When countries with active film industries attempt to imitate Hollywood blockbusters, such as the Italian-made Jaws rip-off Tentacles -- a film released the same year as The Killer Nun -- the results can be disastrous. Countries like Italy, Japan, and Germany have never had Hollywood's deep pockets, and each country's best talent often wound up working in their respective genre pictures. The result of this is that, for instance, Japanese crime films tend to be a lot more intelligent than American movies of the same budget level, and Italian giallo pictures, while following certain genre conventions, tend to be written and directed with greater care than cheap American thrillers. The Killer Nun may be, conceptually at least, crassly exploitive, but is both technically well done and has flashes of imagination. All told, it's an entertaining thriller for those inclined to watch such pictures. It's predictable overall and its bright interiors snuff out a lot of potential suspense, but at 82 minutes director Giulio Berruti keeps us interested and, once in a while, it's mildly creepy and surprising.
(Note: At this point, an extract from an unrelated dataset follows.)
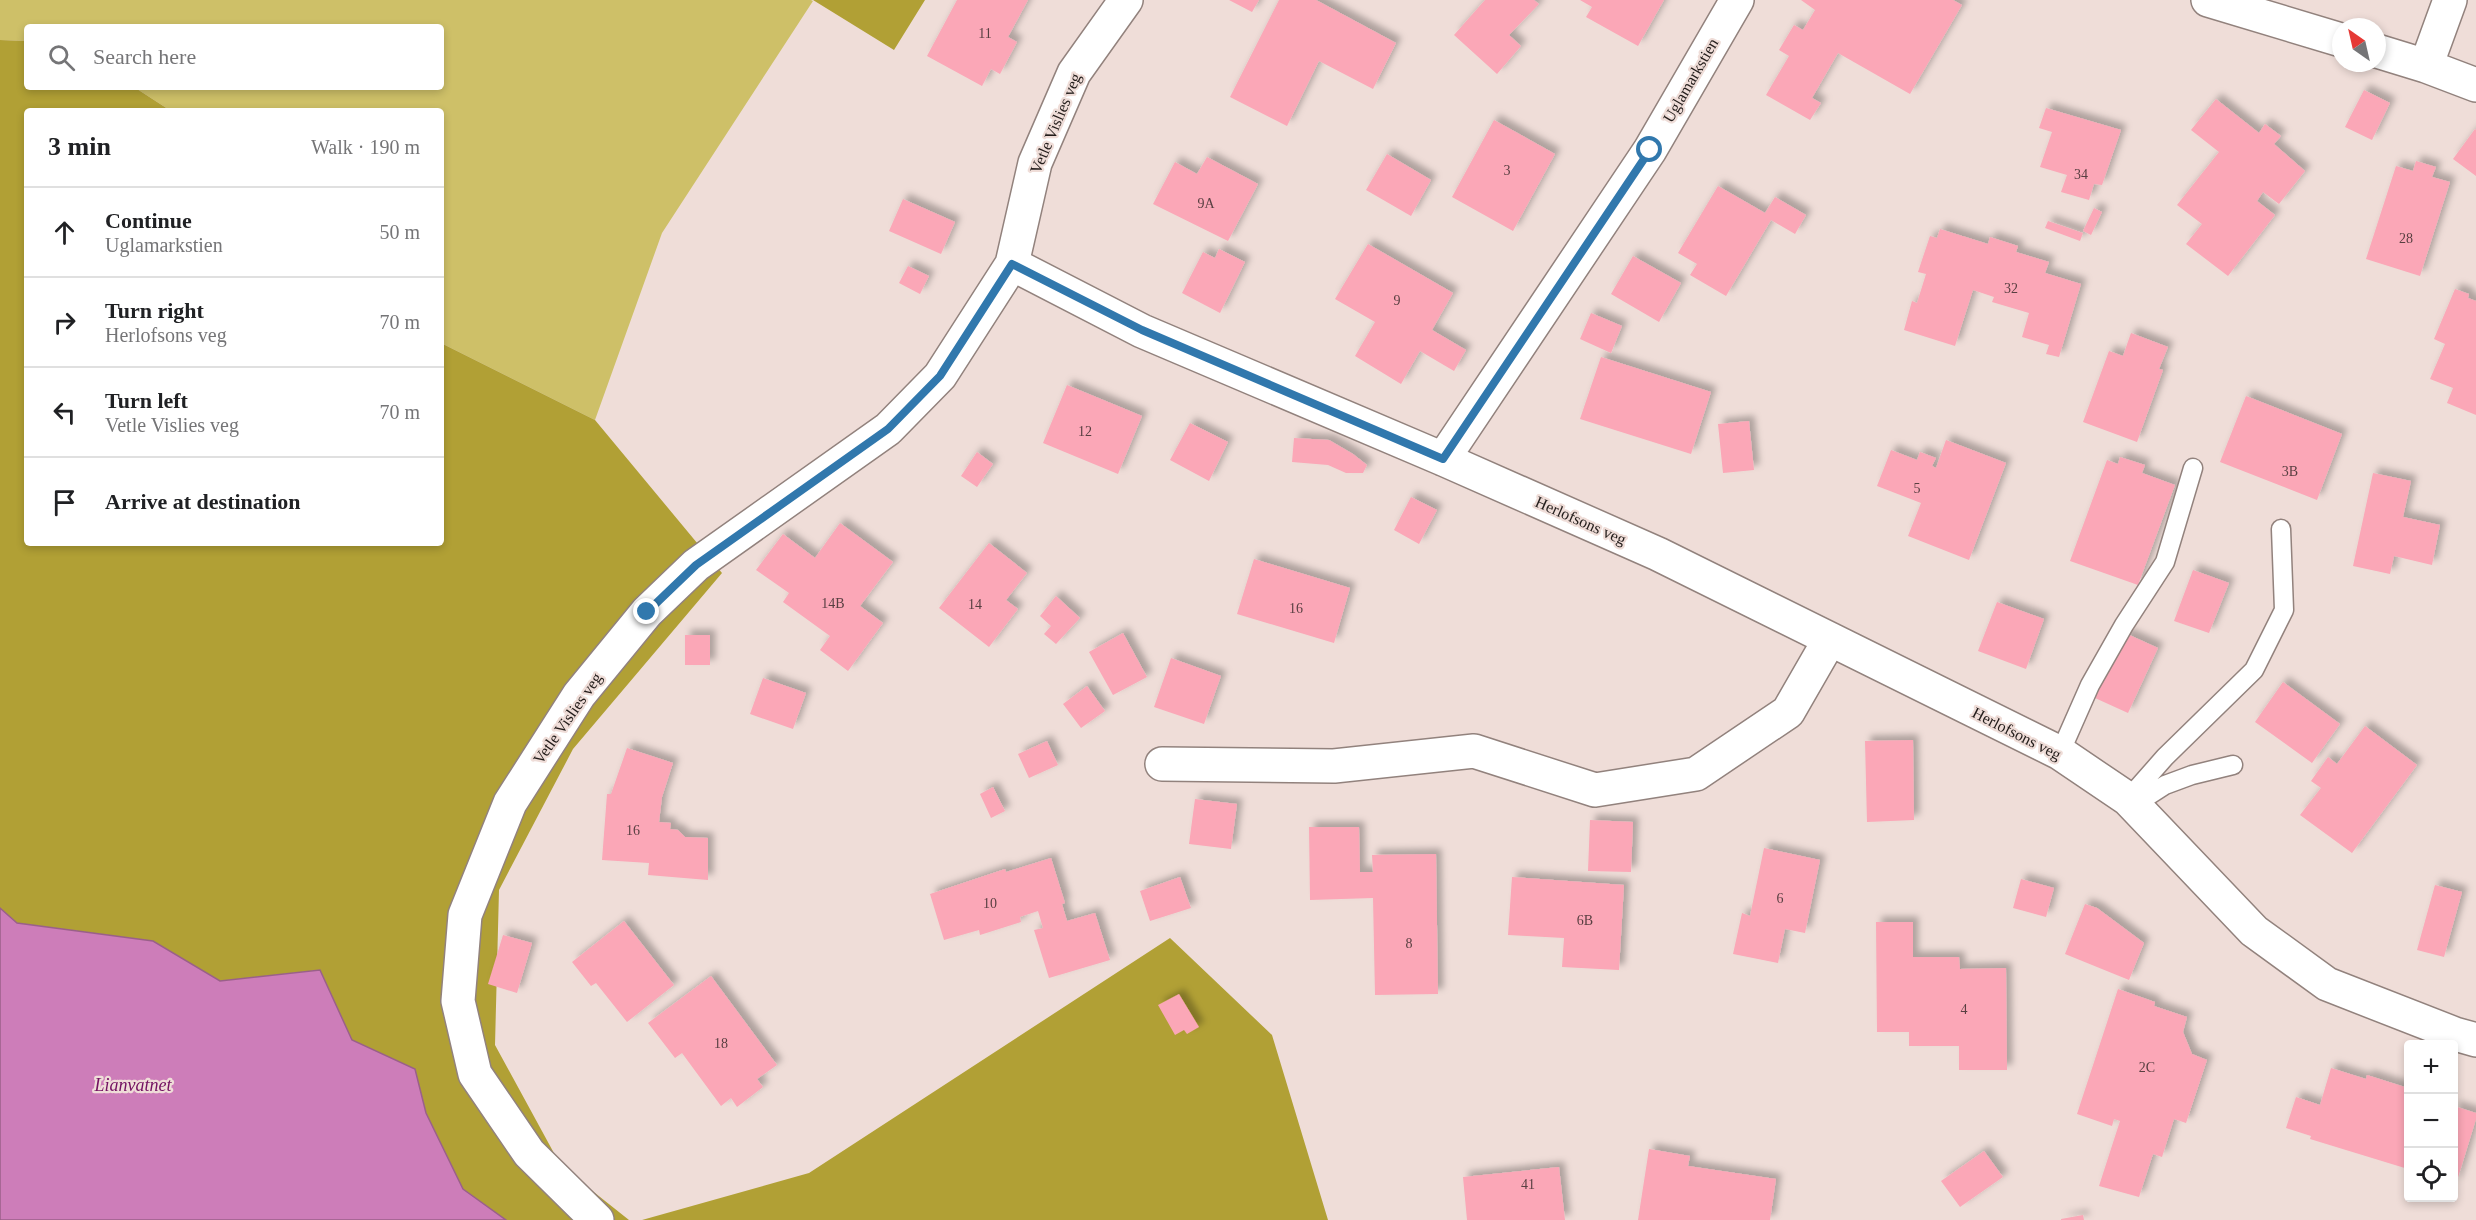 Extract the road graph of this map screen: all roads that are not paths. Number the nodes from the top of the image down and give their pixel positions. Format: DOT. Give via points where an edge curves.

The picture was something of a vehicle for Swedish beauty Ekberg, who by 1978 was long past her sexpot days, though the film seems unaware of this. As a nun the focus naturally falls to the actress's face, especially the eyes which in this case are caked with mascara, and wrinkly with heavy eyelids. Though hidden under white robes that suggest a Red Cross tent, and in other scenes obscured in black dresses against dark backgrounds, there was no hiding Ekberg's ballooning weight (which reached its alarming zenith in Fellini's Intervista) and late middle-age. Mostly she resembles a broken-down tart, and you can almost smell the tobacco breath during the sex scenes.

Despite this the actress is clearly giving her all, and Paola Morra compensates in the looks department. Genre veteran Alida Valli turns up briefly, as do Lou Castel and Joe Dallesandro, but the film belongs to Ekberg all the way, and like Mommie Dearest it's certainly entertaining, especially for anyone who went to Catholic school or spent time in a Catholic hospital.

Video & Audio

Blue Underground has done its usual fine presentation with The Killer Nun, which is presented in 16:9 anamorphic format with an aspect ratio of 1.85:1. The image is clean but (perhaps inherently) grainy. The color is good and the image bright, however. The opening titles, in English, appear to have been video-supered, apparently using the font of the film's trailer as a guide. One striking and inexplicable flaw is that during the opening titles the image goes completely black for about 18 frames. Near the end of the film there's one scene that abruptly shifts into English-subtitled Italian. However, there's no feature-length Italian audio track option, nor does the DVD include subtitles in any language. The English track is badly dubbed but presented in acceptable mono 2.0 sound.

Extra Features

The centerpiece of supplements is From the Secret Files of the Vatican, a 14-minute interview with director Berruti in 16:9 format. The interview is enlightening and offers evidence to support an intelligence behind the exploitation. Next is an English-language Trailer, also 16:9, that's mainly a collage of all the grisly highlights. Watch it after you've seen the movie. Finally, a fairly extensive Poster & Still Gallery also offers video version box art, pressbook excerpts and the like.

Parting Thoughts

To borrow The Loved One's famous tagline, The Killer Nun has something to offend everyone. Replete with grisly murders, lesbianism, hints of necrophilia, voyeurism, and drug addiction (though curiously, given Ekberg's presence, no gluttony), it's also a well-crafted little thriller -- maybe not a classic of the genre, but entertaining and well-crafted.

Stuart Galbraith IV is a Los Angeles and Kyoto-based film historian whose work includes The Emperor and the Wolf -- The Lives and Films of Akira Kurosawa and Toshiro Mifune. His new book, Cinema Nippon will be published by Taschen in 2005.